- **Try it**: Write out the entries exactly. None of the pictures should appear in the copy.
------------------------------------------------
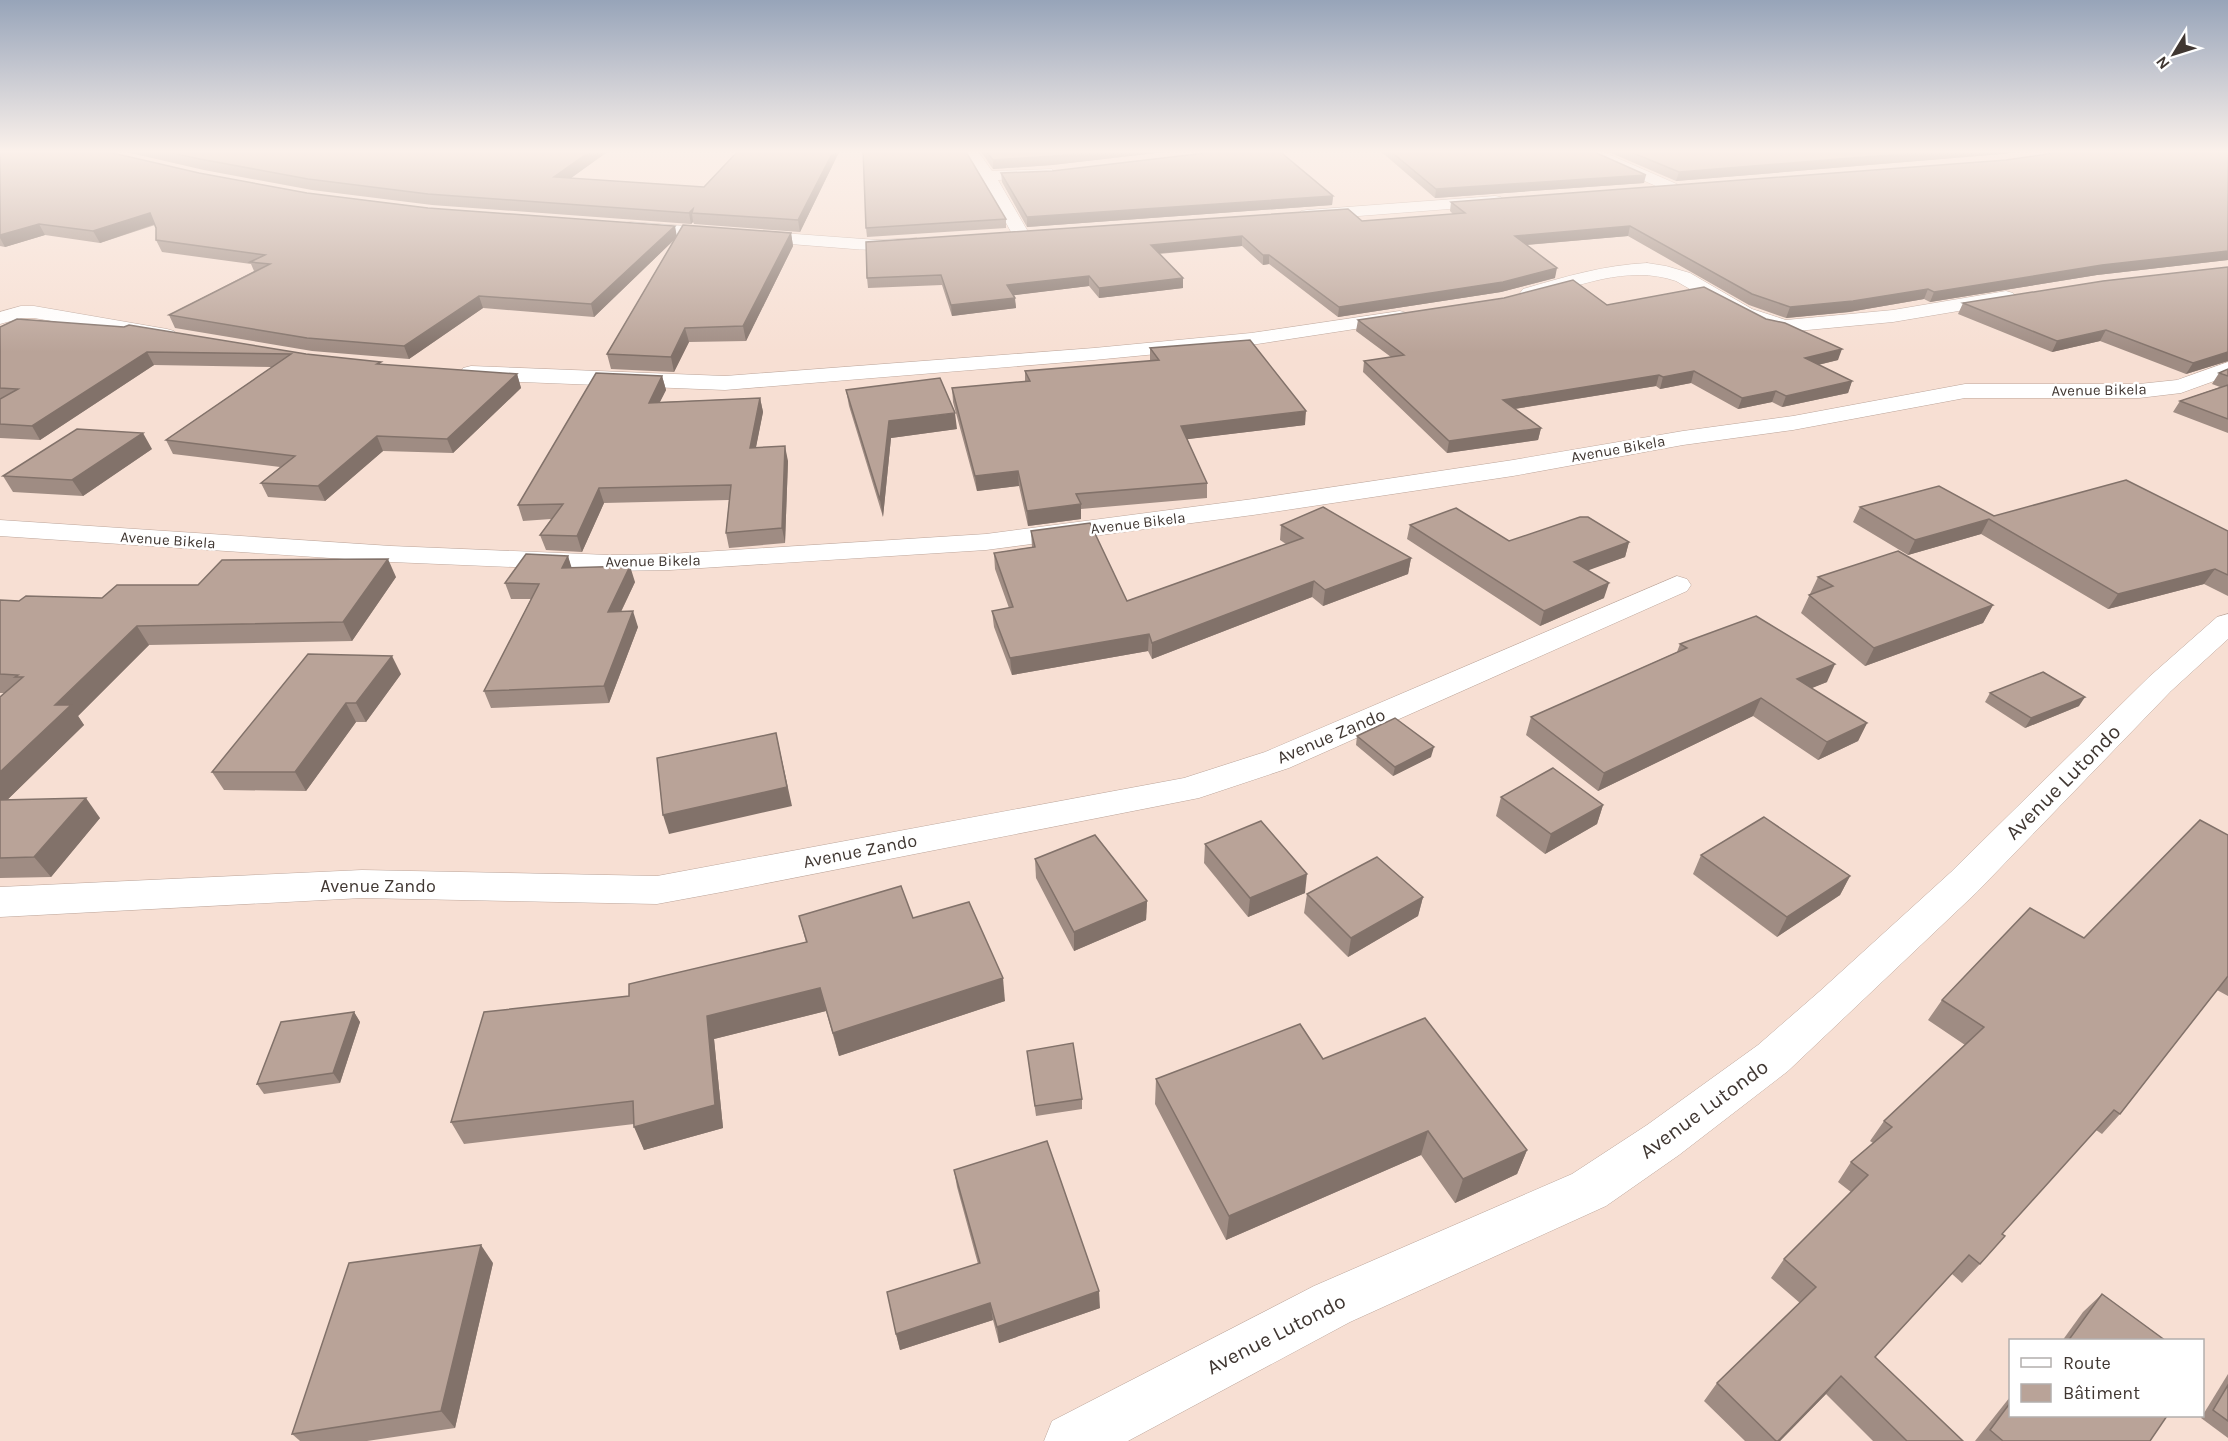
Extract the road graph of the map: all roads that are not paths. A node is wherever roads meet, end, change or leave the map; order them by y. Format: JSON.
{"nodes":[{"id":1,"x":1015,"y":217,"type":"edge"},
{"id":2,"x":611,"y":225,"type":"edge"},
{"id":3,"x":999,"y":237,"type":"edge"},
{"id":4,"x":932,"y":241,"type":"edge"},
{"id":5,"x":2021,"y":295,"type":"edge"},
{"id":6,"x":1514,"y":297,"type":"edge"},
{"id":7,"x":1420,"y":314,"type":"edge"},
{"id":8,"x":0,"y":318,"type":"edge"},
{"id":9,"x":184,"y":338,"type":"edge"},
{"id":10,"x":2228,"y":369,"type":"edge"},
{"id":11,"x":449,"y":372,"type":"edge"},
{"id":12,"x":0,"y":528,"type":"edge"},
{"id":13,"x":1677,"y":585,"type":"dead end"},
{"id":14,"x":2228,"y":622,"type":"edge"},
{"id":15,"x":0,"y":902,"type":"edge"},
{"id":16,"x":1072,"y":1441,"type":"edge"}],
"edges":[{"from":1,"to":3,"type":"street"},
{"from":2,"to":4,"type":"street"},
{"from":5,"to":6,"type":"street"},
{"from":7,"to":11,"type":"street"},
{"from":8,"to":9,"type":"street"},
{"from":10,"to":12,"type":"street","name":"Avenue Bikela"},
{"from":13,"to":15,"type":"street","name":"Avenue Zando"},
{"from":14,"to":16,"type":"street","name":"Avenue Lutondo"}]}
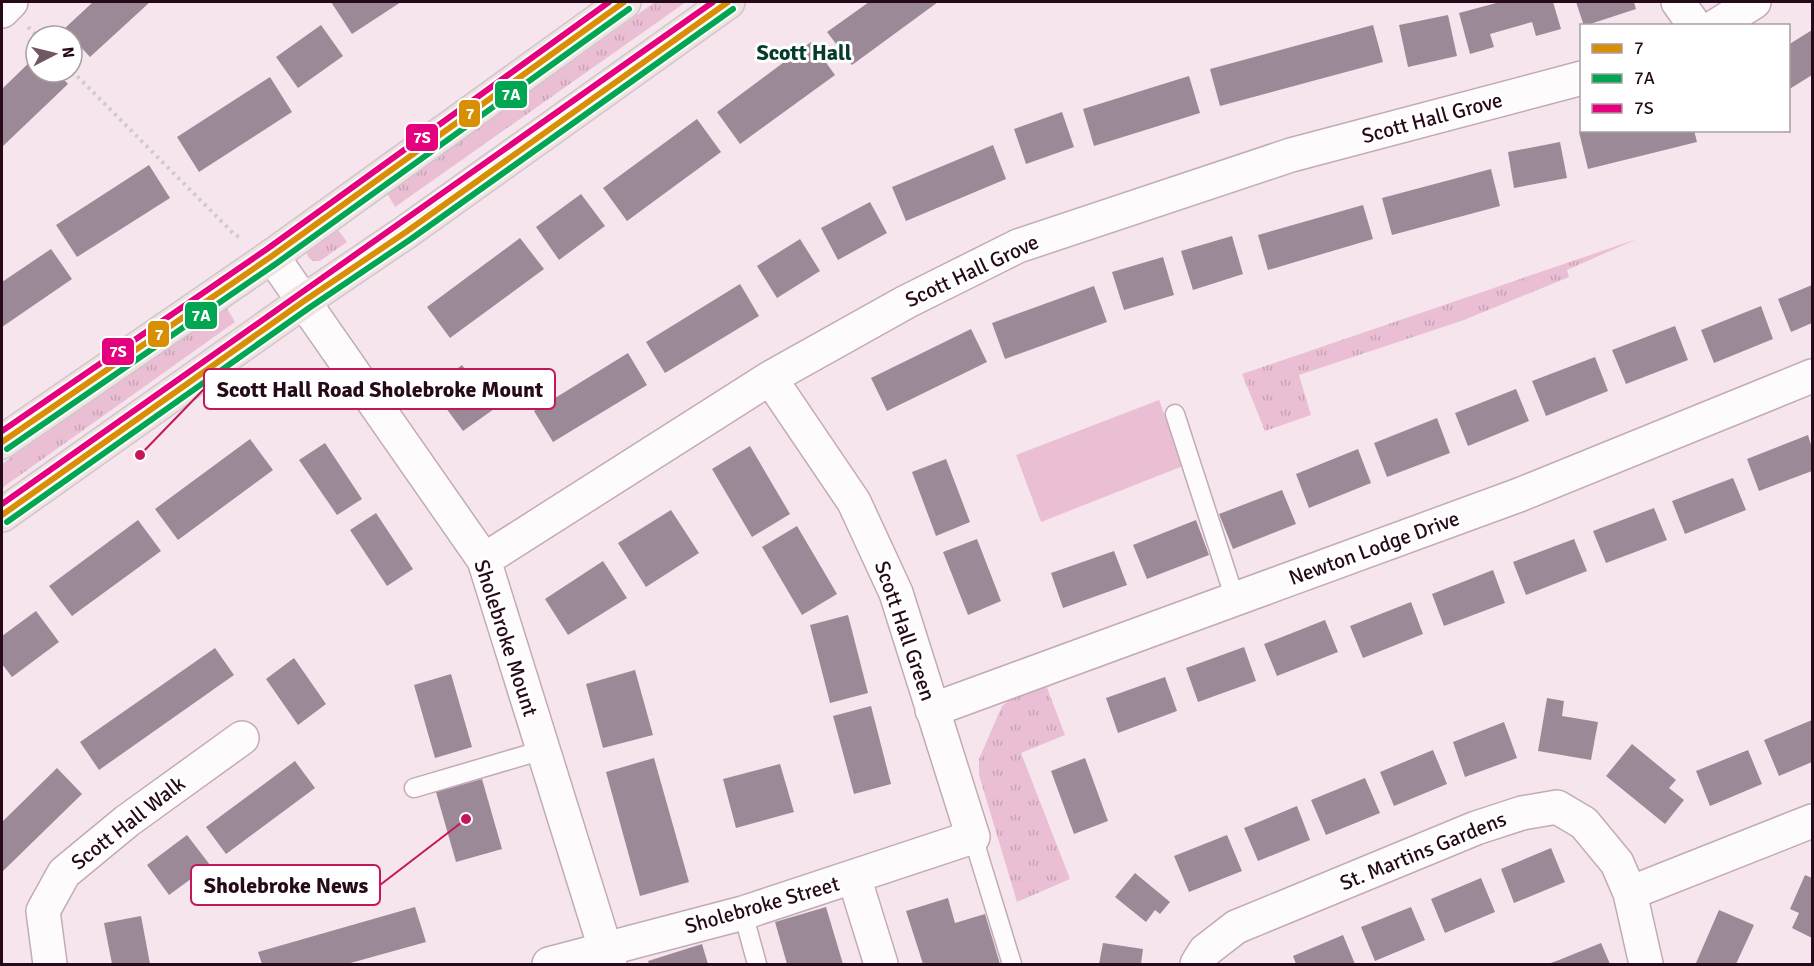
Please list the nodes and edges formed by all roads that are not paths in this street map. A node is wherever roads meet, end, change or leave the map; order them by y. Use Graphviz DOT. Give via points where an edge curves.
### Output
------------------------------------------------
- **The completed task**:
Extract the road graph of the map: all roads that are not paths. A node is wherever roads meet, end, change or leave the map; order them by y. Format: JSON.
{"nodes":[{"id":1,"x":1015,"y":217,"type":"edge"},
{"id":2,"x":611,"y":225,"type":"edge"},
{"id":3,"x":999,"y":237,"type":"edge"},
{"id":4,"x":932,"y":241,"type":"edge"},
{"id":5,"x":2021,"y":295,"type":"edge"},
{"id":6,"x":1514,"y":297,"type":"edge"},
{"id":7,"x":1420,"y":314,"type":"edge"},
{"id":8,"x":0,"y":318,"type":"edge"},
{"id":9,"x":184,"y":338,"type":"edge"},
{"id":10,"x":2228,"y":369,"type":"edge"},
{"id":11,"x":449,"y":372,"type":"edge"},
{"id":12,"x":0,"y":528,"type":"edge"},
{"id":13,"x":1677,"y":585,"type":"dead end"},
{"id":14,"x":2228,"y":622,"type":"edge"},
{"id":15,"x":0,"y":902,"type":"edge"},
{"id":16,"x":1072,"y":1441,"type":"edge"}],
"edges":[{"from":1,"to":3,"type":"street"},
{"from":2,"to":4,"type":"street"},
{"from":5,"to":6,"type":"street"},
{"from":7,"to":11,"type":"street"},
{"from":8,"to":9,"type":"street"},
{"from":10,"to":12,"type":"street","name":"Avenue Bikela"},
{"from":13,"to":15,"type":"street","name":"Avenue Zando"},
{"from":14,"to":16,"type":"street","name":"Avenue Lutondo"}]}
Please list the nodes and edges formed by all roads that are not paths in this street map. A node is wherever roads meet, end, change or leave the map; order them by y. Use Graphviz DOT. Give via points where an edge curves.
### Output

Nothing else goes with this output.